### Problem description
Return the records that follow unaltered. Omit every picture.

Saved entries
========

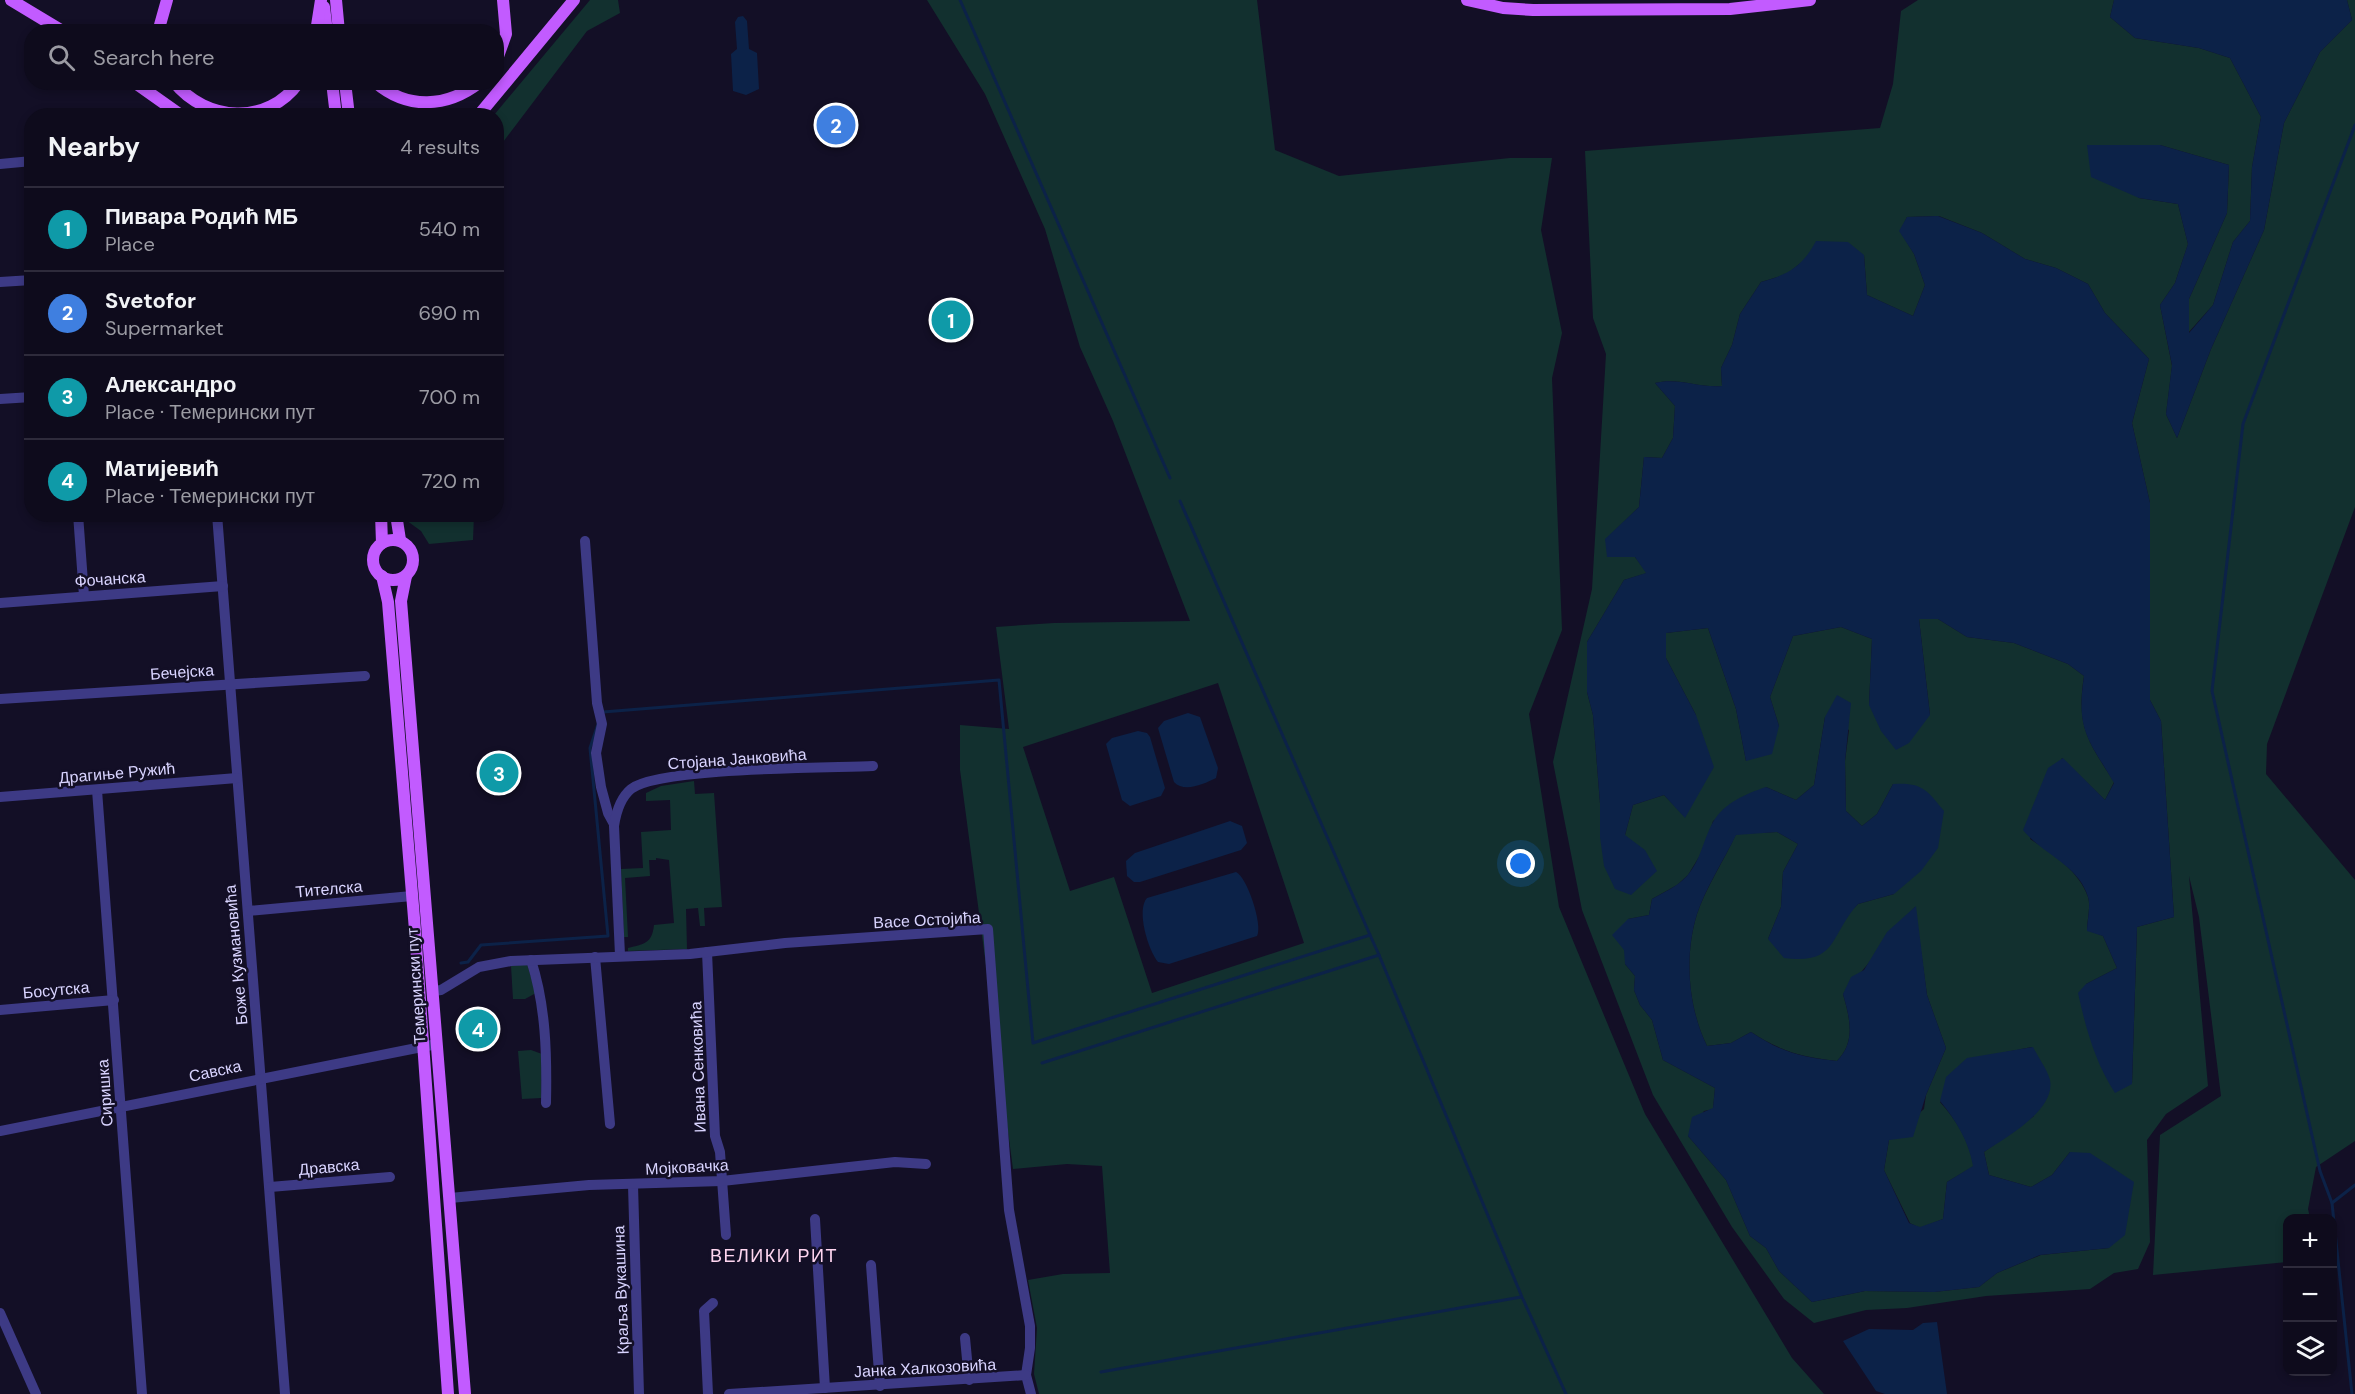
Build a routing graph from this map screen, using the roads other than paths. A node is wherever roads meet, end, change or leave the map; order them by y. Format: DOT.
graph roads {
  1 [pos="11,0"];
  2 [pos="167,0"];
  3 [pos="322,0"];
  4 [pos="503,0"];
  5 [pos="574,0"];
  6 [pos="1467,0"];
  7 [pos="1810,0"];
  8 [pos="336,2"];
  9 [pos="51,24"];
  10 [pos="160,24"];
  11 [pos="318,24"];
  12 [pos="326,24"];
  13 [pos="338,24"];
  14 [pos="343,24"];
  15 [pos="504,40"];
  16 [pos="504,85"];
  17 [pos="145,90"];
  18 [pos="182,90"];
  19 [pos="292,90"];
  20 [pos="333,90"];
  21 [pos="346,90"];
  22 [pos="387,90"];
  23 [pos="468,90"];
  24 [pos="500,90"];
  25 [pos="171,108"];
  26 [pos="209,108"];
  27 [pos="268,108"];
  28 [pos="335,108"];
  29 [pos="348,108"];
  30 [pos="485,108"];
  31 [pos="24,162"];
  32 [pos="0,164"];
  33 [pos="24,280"];
  34 [pos="0,282"];
  35 [pos="24,398"];
  36 [pos="0,399"];
  37 [pos="79,522"];
  38 [pos="218,522"];
  39 [pos="381,522"];
  40 [pos="397,522"];
  41 [pos="400,540"];
  42 [pos="585,541"];
  43 [pos="382,543"];
  44 [pos="382,576"];
  45 [pos="406,576"];
  46 [pos="223,586"];
  47 [pos="84,596"];
  48 [pos="0,603"];
  49 [pos="365,676"];
  50 [pos="229,684"];
  51 [pos="0,699"];
  52 [pos="873,766"];
  53 [pos="237,778"];
  54 [pos="97,790"];
  55 [pos="0,797"];
  56 [pos="614,824"];
  57 [pos="412,896"];
  58 [pos="248,911"];
  59 [pos="707,952"];
  60 [pos="620,955"];
  61 [pos="595,957"];
  62 [pos="531,960"];
  63 [pos="434,991"];
  64 [pos="114,1000"];
  65 [pos="0,1010"];
  66 [pos="437,1044"];
  67 [pos="422,1045"];
  68 [pos="261,1077"];
  69 [pos="546,1103"];
  70 [pos="121,1107"];
  71 [pos="610,1124"];
  72 [pos="0,1131"];
  73 [pos="926,1164"];
  74 [pos="390,1177"];
  75 [pos="722,1181"];
  76 [pos="633,1185"];
  77 [pos="270,1187"];
  78 [pos="450,1198"];
  79 [pos="815,1219"];
  80 [pos="726,1235"];
  81 [pos="871,1264"];
  82 [pos="713,1304"];
  83 [pos="0,1313"];
  84 [pos="5,1338"];
  85 [pos="965,1338"];
  86 [pos="1026,1375"];
  87 [pos="969,1380"];
  88 [pos="880,1386"];
  89 [pos="825,1389"];
  90 [pos="36,1394"];
  91 [pos="141,1394"];
  92 [pos="285,1394"];
  93 [pos="448,1394"];
  94 [pos="465,1394"];
  95 [pos="639,1394"];
  96 [pos="708,1394"];
  97 [pos="729,1394"];
  98 [pos="1031,1394"];
  1 -- 9 [label="main road"];
  2 -- 10 [label="main road"];
  3 -- 11 [label="main road"];
  3 -- 12 [label="main road"];
  4 -- 15 [label="main road"];
  5 -- 16 [label="main road"];
  6 -- 7 [label="main road"];
  8 -- 13 [label="main road"];
  8 -- 14 [label="main road"];
  17 -- 25 [label="main road"];
  18 -- 26 [label="main road"];
  19 -- 27 [label="main road"];
  20 -- 28 [label="main road"];
  21 -- 29 [label="main road"];
  22 -- 23 [label="main road"];
  24 -- 30 [label="main road"];
  31 -- 32 [label="street"];
  33 -- 34 [label="street"];
  35 -- 36 [label="street"];
  37 -- 47 [label="street"];
  38 -- 46 [label="street, Боже Кузмановића"];
  39 -- 43 [label="main road"];
  40 -- 41 [label="main road"];
  41 -- 43 [label="main road"];
  41 -- 45 [label="main road"];
  42 -- 56 [label="street"];
  43 -- 44 [label="main road"];
  44 -- 45 [label="main road"];
  44 -- 57 [label="main road, Темерински пут"];
  45 -- 63 [label="main road, Темерински пут"];
  46 -- 47 [label="street, Фочанска"];
  46 -- 50 [label="street, Боже Кузмановића"];
  47 -- 48 [label="street, Фочанска"];
  49 -- 50 [label="street, Бечејска"];
  50 -- 51 [label="street, Бечејска"];
  50 -- 53 [label="street, Боже Кузмановића"];
  52 -- 56 [label="street, Стојана Јанковића"];
  53 -- 54 [label="street, Драгиње Ружић"];
  53 -- 58 [label="street, Боже Кузмановића"];
  54 -- 55 [label="street, Драгиње Ружић"];
  54 -- 64 [label="street, Сиришка"];
  56 -- 60 [label="street, Стојана Јанковића"];
  57 -- 58 [label="street, Тителска"];
  57 -- 67 [label="main road, Темерински пут"];
  58 -- 68 [label="street, Боже Кузмановића"];
  59 -- 60 [label="street, Васе Остојића"];
  59 -- 75 [label="street, Ивана Сенковића"];
  59 -- 86 [label="street, Васе Остојића"];
  60 -- 61 [label="street, Васе Остојића"];
  61 -- 62 [label="street, Васе Остојића"];
  61 -- 71 [label="street"];
  62 -- 63 [label="street, Васе Остојића"];
  62 -- 69 [label="street"];
  63 -- 66 [label="main road, Темерински пут"];
  64 -- 65 [label="street, Босутска"];
  64 -- 70 [label="street, Сиришка"];
  66 -- 67 [label="street, Савска"];
  66 -- 78 [label="main road, Темерински пут"];
  67 -- 68 [label="street, Савска"];
  67 -- 93 [label="main road, Темерински пут"];
  68 -- 70 [label="street, Савска"];
  68 -- 77 [label="street, Боже Кузмановића"];
  70 -- 72 [label="street, Савска"];
  70 -- 91 [label="street, Сиришка"];
  73 -- 75 [label="street, Мојковачка"];
  74 -- 77 [label="street, Дравска"];
  75 -- 76 [label="street, Мојковачка"];
  75 -- 80 [label="street, Ивана Сенковића"];
  76 -- 78 [label="street, Мојковачка"];
  76 -- 95 [label="street, Краља Вукашина"];
  77 -- 92 [label="street, Боже Кузмановића"];
  78 -- 94 [label="main road, Темерински пут"];
  79 -- 89 [label="street"];
  81 -- 88 [label="street"];
  82 -- 96 [label="street"];
  83 -- 84 [label="street"];
  84 -- 90 [label="street"];
  85 -- 87 [label="street"];
  86 -- 87 [label="street, Јанка Халкозовића"];
  86 -- 98 [label="street"];
  87 -- 88 [label="street, Јанка Халкозовића"];
  88 -- 89 [label="street, Јанка Халкозовића"];
  89 -- 97 [label="street, Јанка Халкозовића"];
}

========

### Result below
Build a routing graph from this map screen, using the roads other than paths. A node is wherever roads meet, end, change or leave the map; order them by y. Format: DOT.
graph roads {
  1 [pos="11,0"];
  2 [pos="167,0"];
  3 [pos="322,0"];
  4 [pos="503,0"];
  5 [pos="574,0"];
  6 [pos="1467,0"];
  7 [pos="1810,0"];
  8 [pos="336,2"];
  9 [pos="51,24"];
  10 [pos="160,24"];
  11 [pos="318,24"];
  12 [pos="326,24"];
  13 [pos="338,24"];
  14 [pos="343,24"];
  15 [pos="504,40"];
  16 [pos="504,85"];
  17 [pos="145,90"];
  18 [pos="182,90"];
  19 [pos="292,90"];
  20 [pos="333,90"];
  21 [pos="346,90"];
  22 [pos="387,90"];
  23 [pos="468,90"];
  24 [pos="500,90"];
  25 [pos="171,108"];
  26 [pos="209,108"];
  27 [pos="268,108"];
  28 [pos="335,108"];
  29 [pos="348,108"];
  30 [pos="485,108"];
  31 [pos="24,162"];
  32 [pos="0,164"];
  33 [pos="24,280"];
  34 [pos="0,282"];
  35 [pos="24,398"];
  36 [pos="0,399"];
  37 [pos="79,522"];
  38 [pos="218,522"];
  39 [pos="381,522"];
  40 [pos="397,522"];
  41 [pos="400,540"];
  42 [pos="585,541"];
  43 [pos="382,543"];
  44 [pos="382,576"];
  45 [pos="406,576"];
  46 [pos="223,586"];
  47 [pos="84,596"];
  48 [pos="0,603"];
  49 [pos="365,676"];
  50 [pos="229,684"];
  51 [pos="0,699"];
  52 [pos="873,766"];
  53 [pos="237,778"];
  54 [pos="97,790"];
  55 [pos="0,797"];
  56 [pos="614,824"];
  57 [pos="412,896"];
  58 [pos="248,911"];
  59 [pos="707,952"];
  60 [pos="620,955"];
  61 [pos="595,957"];
  62 [pos="531,960"];
  63 [pos="434,991"];
  64 [pos="114,1000"];
  65 [pos="0,1010"];
  66 [pos="437,1044"];
  67 [pos="422,1045"];
  68 [pos="261,1077"];
  69 [pos="546,1103"];
  70 [pos="121,1107"];
  71 [pos="610,1124"];
  72 [pos="0,1131"];
  73 [pos="926,1164"];
  74 [pos="390,1177"];
  75 [pos="722,1181"];
  76 [pos="633,1185"];
  77 [pos="270,1187"];
  78 [pos="450,1198"];
  79 [pos="815,1219"];
  80 [pos="726,1235"];
  81 [pos="871,1264"];
  82 [pos="713,1304"];
  83 [pos="0,1313"];
  84 [pos="5,1338"];
  85 [pos="965,1338"];
  86 [pos="1026,1375"];
  87 [pos="969,1380"];
  88 [pos="880,1386"];
  89 [pos="825,1389"];
  90 [pos="36,1394"];
  91 [pos="141,1394"];
  92 [pos="285,1394"];
  93 [pos="448,1394"];
  94 [pos="465,1394"];
  95 [pos="639,1394"];
  96 [pos="708,1394"];
  97 [pos="729,1394"];
  98 [pos="1031,1394"];
  1 -- 9 [label="main road"];
  2 -- 10 [label="main road"];
  3 -- 11 [label="main road"];
  3 -- 12 [label="main road"];
  4 -- 15 [label="main road"];
  5 -- 16 [label="main road"];
  6 -- 7 [label="main road"];
  8 -- 13 [label="main road"];
  8 -- 14 [label="main road"];
  17 -- 25 [label="main road"];
  18 -- 26 [label="main road"];
  19 -- 27 [label="main road"];
  20 -- 28 [label="main road"];
  21 -- 29 [label="main road"];
  22 -- 23 [label="main road"];
  24 -- 30 [label="main road"];
  31 -- 32 [label="street"];
  33 -- 34 [label="street"];
  35 -- 36 [label="street"];
  37 -- 47 [label="street"];
  38 -- 46 [label="street, Боже Кузмановића"];
  39 -- 43 [label="main road"];
  40 -- 41 [label="main road"];
  41 -- 43 [label="main road"];
  41 -- 45 [label="main road"];
  42 -- 56 [label="street"];
  43 -- 44 [label="main road"];
  44 -- 45 [label="main road"];
  44 -- 57 [label="main road, Темерински пут"];
  45 -- 63 [label="main road, Темерински пут"];
  46 -- 47 [label="street, Фочанска"];
  46 -- 50 [label="street, Боже Кузмановића"];
  47 -- 48 [label="street, Фочанска"];
  49 -- 50 [label="street, Бечејска"];
  50 -- 51 [label="street, Бечејска"];
  50 -- 53 [label="street, Боже Кузмановића"];
  52 -- 56 [label="street, Стојана Јанковића"];
  53 -- 54 [label="street, Драгиње Ружић"];
  53 -- 58 [label="street, Боже Кузмановића"];
  54 -- 55 [label="street, Драгиње Ружић"];
  54 -- 64 [label="street, Сиришка"];
  56 -- 60 [label="street, Стојана Јанковића"];
  57 -- 58 [label="street, Тителска"];
  57 -- 67 [label="main road, Темерински пут"];
  58 -- 68 [label="street, Боже Кузмановића"];
  59 -- 60 [label="street, Васе Остојића"];
  59 -- 75 [label="street, Ивана Сенковића"];
  59 -- 86 [label="street, Васе Остојића"];
  60 -- 61 [label="street, Васе Остојића"];
  61 -- 62 [label="street, Васе Остојића"];
  61 -- 71 [label="street"];
  62 -- 63 [label="street, Васе Остојића"];
  62 -- 69 [label="street"];
  63 -- 66 [label="main road, Темерински пут"];
  64 -- 65 [label="street, Босутска"];
  64 -- 70 [label="street, Сиришка"];
  66 -- 67 [label="street, Савска"];
  66 -- 78 [label="main road, Темерински пут"];
  67 -- 68 [label="street, Савска"];
  67 -- 93 [label="main road, Темерински пут"];
  68 -- 70 [label="street, Савска"];
  68 -- 77 [label="street, Боже Кузмановића"];
  70 -- 72 [label="street, Савска"];
  70 -- 91 [label="street, Сиришка"];
  73 -- 75 [label="street, Мојковачка"];
  74 -- 77 [label="street, Дравска"];
  75 -- 76 [label="street, Мојковачка"];
  75 -- 80 [label="street, Ивана Сенковића"];
  76 -- 78 [label="street, Мојковачка"];
  76 -- 95 [label="street, Краља Вукашина"];
  77 -- 92 [label="street, Боже Кузмановића"];
  78 -- 94 [label="main road, Темерински пут"];
  79 -- 89 [label="street"];
  81 -- 88 [label="street"];
  82 -- 96 [label="street"];
  83 -- 84 [label="street"];
  84 -- 90 [label="street"];
  85 -- 87 [label="street"];
  86 -- 87 [label="street, Јанка Халкозовића"];
  86 -- 98 [label="street"];
  87 -- 88 [label="street, Јанка Халкозовића"];
  88 -- 89 [label="street, Јанка Халкозовића"];
  89 -- 97 [label="street, Јанка Халкозовића"];
}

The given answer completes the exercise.